## [Task directions]
Collect all lines containing the word "roads" from the data.

## [Saved entries]
_ _ _ _

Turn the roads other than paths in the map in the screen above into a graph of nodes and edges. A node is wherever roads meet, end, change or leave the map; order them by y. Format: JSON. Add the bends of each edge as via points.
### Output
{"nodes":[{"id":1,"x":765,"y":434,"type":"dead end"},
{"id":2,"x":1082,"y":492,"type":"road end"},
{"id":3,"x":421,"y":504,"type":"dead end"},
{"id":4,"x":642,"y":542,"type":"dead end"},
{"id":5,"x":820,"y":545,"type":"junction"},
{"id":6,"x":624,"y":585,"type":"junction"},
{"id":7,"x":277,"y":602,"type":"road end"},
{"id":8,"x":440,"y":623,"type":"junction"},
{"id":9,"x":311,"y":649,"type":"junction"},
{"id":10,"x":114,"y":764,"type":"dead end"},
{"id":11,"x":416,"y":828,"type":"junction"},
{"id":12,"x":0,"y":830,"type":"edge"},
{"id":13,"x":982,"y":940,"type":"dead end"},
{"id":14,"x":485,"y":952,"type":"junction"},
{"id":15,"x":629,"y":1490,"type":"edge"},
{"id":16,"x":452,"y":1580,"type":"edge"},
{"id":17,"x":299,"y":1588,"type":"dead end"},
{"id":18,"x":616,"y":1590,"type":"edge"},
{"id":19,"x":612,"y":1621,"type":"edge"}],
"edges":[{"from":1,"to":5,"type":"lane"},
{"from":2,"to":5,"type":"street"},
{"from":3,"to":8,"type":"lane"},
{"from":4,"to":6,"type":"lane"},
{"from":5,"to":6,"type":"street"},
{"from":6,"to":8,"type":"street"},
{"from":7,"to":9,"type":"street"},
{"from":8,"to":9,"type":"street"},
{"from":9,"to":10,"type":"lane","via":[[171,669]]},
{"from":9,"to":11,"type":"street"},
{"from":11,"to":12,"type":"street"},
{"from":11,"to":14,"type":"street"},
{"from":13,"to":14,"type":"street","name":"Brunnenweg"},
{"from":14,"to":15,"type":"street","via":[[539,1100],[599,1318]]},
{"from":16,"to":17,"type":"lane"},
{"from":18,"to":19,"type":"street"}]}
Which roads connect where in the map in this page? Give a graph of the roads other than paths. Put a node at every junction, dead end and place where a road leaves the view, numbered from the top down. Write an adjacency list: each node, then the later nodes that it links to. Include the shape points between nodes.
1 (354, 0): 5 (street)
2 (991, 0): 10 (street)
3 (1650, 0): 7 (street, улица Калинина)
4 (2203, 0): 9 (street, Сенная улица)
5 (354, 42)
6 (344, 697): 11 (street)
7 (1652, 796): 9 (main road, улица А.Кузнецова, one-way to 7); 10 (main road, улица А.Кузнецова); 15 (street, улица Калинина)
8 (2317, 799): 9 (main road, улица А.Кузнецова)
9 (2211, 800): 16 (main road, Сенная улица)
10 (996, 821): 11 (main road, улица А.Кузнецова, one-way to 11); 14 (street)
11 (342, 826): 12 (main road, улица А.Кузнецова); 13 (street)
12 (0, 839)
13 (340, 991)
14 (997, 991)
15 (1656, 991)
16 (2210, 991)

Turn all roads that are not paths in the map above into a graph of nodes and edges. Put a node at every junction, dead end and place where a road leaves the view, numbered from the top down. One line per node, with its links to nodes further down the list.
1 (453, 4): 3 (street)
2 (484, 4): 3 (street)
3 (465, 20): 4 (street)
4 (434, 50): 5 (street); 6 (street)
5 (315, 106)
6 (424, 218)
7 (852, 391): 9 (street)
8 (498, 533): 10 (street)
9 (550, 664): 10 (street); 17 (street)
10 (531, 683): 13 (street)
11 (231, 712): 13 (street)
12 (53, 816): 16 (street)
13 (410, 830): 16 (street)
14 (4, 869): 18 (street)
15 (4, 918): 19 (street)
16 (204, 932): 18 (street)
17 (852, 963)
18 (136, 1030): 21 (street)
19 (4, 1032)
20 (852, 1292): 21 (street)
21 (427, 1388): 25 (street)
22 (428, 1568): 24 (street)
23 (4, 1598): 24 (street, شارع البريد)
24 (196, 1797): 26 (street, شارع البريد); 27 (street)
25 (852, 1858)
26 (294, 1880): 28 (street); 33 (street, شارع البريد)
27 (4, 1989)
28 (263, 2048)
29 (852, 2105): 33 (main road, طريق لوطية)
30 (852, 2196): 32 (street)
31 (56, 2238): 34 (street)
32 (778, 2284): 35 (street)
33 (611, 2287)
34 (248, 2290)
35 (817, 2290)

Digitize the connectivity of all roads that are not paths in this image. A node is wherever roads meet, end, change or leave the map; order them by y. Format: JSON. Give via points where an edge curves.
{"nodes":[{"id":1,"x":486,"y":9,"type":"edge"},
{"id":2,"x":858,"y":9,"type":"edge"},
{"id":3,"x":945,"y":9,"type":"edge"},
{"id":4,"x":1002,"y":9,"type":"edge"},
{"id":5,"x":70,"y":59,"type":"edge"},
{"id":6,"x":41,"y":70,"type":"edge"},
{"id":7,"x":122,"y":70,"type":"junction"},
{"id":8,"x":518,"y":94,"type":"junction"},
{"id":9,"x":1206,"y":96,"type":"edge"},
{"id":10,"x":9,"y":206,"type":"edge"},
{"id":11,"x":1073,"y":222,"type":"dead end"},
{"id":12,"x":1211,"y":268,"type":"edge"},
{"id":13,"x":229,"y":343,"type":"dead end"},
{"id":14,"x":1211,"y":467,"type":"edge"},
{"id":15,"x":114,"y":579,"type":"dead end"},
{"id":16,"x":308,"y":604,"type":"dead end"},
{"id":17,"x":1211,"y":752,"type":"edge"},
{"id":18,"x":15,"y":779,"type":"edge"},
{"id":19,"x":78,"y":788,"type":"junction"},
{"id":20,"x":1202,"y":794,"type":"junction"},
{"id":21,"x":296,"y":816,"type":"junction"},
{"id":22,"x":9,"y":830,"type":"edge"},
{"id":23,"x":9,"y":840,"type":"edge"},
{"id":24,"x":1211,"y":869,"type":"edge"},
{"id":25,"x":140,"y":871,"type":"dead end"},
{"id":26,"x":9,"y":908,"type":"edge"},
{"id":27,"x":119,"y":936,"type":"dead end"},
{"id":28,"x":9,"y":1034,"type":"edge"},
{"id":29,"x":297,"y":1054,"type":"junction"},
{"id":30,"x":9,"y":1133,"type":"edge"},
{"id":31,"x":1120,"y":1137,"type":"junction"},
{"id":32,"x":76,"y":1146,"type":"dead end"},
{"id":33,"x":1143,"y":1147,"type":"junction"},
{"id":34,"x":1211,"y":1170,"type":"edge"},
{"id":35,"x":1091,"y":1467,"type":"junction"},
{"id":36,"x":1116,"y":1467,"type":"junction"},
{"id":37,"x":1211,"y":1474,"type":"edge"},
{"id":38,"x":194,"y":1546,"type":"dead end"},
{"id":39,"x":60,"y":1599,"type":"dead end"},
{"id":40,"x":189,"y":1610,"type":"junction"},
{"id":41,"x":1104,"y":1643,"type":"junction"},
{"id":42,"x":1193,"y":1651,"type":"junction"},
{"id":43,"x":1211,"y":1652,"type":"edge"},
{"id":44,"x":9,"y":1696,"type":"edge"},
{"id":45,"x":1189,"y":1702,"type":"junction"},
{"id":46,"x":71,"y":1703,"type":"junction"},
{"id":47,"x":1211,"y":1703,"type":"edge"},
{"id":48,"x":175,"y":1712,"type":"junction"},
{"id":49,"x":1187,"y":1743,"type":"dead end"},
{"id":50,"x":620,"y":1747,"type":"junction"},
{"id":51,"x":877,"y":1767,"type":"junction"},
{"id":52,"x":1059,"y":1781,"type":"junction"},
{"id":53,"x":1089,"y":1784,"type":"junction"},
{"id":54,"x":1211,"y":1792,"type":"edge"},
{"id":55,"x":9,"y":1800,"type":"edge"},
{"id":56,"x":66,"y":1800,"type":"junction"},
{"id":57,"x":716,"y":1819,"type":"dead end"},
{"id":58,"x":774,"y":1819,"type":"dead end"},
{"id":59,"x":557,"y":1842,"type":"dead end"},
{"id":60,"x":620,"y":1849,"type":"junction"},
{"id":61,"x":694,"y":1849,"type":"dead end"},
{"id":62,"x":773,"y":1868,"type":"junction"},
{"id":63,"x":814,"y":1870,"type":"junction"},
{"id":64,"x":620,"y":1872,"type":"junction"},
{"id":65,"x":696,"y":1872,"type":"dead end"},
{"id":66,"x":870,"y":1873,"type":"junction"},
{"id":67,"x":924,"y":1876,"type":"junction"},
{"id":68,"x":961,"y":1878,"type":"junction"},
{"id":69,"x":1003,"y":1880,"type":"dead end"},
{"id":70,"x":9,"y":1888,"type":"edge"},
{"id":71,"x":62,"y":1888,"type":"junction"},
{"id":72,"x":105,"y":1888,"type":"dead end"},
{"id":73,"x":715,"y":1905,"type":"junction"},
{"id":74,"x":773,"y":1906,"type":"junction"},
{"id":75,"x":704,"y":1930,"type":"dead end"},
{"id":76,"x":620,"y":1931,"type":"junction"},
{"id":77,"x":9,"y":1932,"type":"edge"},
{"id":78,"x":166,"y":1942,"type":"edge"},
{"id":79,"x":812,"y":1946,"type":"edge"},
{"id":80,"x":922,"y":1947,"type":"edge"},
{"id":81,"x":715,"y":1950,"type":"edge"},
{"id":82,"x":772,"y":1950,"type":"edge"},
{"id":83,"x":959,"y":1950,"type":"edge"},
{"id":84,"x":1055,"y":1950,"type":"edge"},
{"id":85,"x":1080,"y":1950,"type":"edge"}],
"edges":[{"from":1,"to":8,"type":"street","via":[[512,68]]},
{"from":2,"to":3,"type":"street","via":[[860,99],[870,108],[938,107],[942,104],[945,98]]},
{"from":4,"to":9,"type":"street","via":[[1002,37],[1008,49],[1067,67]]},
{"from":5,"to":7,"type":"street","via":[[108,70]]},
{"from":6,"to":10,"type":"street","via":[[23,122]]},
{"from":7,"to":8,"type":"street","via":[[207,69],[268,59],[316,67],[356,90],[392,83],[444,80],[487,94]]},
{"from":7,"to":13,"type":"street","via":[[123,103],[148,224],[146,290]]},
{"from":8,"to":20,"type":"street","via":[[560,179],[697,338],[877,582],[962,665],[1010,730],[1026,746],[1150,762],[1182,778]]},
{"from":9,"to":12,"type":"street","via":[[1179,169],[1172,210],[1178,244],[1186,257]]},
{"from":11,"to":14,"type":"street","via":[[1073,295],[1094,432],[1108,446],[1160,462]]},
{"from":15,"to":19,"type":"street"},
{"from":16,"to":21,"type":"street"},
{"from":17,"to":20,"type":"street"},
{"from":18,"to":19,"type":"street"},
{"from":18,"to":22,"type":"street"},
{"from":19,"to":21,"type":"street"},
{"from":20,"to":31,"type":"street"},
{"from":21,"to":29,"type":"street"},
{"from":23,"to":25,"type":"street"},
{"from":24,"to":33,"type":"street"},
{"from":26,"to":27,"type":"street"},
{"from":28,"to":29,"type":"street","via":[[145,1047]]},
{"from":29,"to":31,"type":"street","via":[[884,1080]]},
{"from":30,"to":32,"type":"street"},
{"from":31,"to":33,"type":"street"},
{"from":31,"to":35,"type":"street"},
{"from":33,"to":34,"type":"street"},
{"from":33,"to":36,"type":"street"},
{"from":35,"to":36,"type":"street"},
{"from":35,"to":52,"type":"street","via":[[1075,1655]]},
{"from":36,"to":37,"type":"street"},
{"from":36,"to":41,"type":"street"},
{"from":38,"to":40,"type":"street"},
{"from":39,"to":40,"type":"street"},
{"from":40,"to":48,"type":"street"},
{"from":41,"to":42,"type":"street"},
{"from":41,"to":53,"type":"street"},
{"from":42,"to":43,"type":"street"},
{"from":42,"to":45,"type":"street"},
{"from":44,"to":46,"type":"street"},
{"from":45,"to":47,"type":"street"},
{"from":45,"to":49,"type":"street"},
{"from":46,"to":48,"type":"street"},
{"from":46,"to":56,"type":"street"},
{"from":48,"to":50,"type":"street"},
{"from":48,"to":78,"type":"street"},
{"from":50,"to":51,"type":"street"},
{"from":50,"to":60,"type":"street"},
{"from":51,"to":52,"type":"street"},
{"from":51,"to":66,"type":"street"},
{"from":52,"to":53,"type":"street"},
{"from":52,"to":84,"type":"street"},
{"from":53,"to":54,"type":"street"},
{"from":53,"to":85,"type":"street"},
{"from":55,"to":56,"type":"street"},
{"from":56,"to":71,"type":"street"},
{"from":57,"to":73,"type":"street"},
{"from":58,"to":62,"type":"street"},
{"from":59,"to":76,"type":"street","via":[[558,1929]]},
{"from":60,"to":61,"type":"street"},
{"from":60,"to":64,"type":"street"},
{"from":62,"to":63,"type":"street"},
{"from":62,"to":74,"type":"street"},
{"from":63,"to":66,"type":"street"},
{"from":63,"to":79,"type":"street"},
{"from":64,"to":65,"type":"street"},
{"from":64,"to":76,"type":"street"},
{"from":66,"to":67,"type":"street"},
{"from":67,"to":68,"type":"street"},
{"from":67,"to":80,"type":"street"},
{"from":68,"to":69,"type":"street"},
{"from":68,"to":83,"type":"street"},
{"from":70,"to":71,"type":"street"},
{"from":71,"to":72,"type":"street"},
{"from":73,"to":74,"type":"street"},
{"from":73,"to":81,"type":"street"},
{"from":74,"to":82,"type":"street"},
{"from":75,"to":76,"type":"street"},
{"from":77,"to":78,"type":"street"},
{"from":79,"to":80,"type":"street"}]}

_ _ _ _

## [Answer to the problem]
Turn the roads other than paths in the map in the screen above into a graph of nodes and edges. A node is wherever roads meet, end, change or leave the map; order them by y. Format: JSON. Add the bends of each edge as via points.
Which roads connect where in the map in this page? Give a graph of the roads other than paths. Put a node at every junction, dead end and place where a road leaves the view, numbered from the top down. Write an adjacency list: each node, then the later nodes that it links to. Include the shape points between nodes.
Turn all roads that are not paths in the map above into a graph of nodes and edges. Put a node at every junction, dead end and place where a road leaves the view, numbered from the top down. One line per node, with its links to nodes further down the list.
Digitize the connectivity of all roads that are not paths in this image. A node is wherever roads meet, end, change or leave the map; order them by y. Format: JSON. Give via points where an edge curves.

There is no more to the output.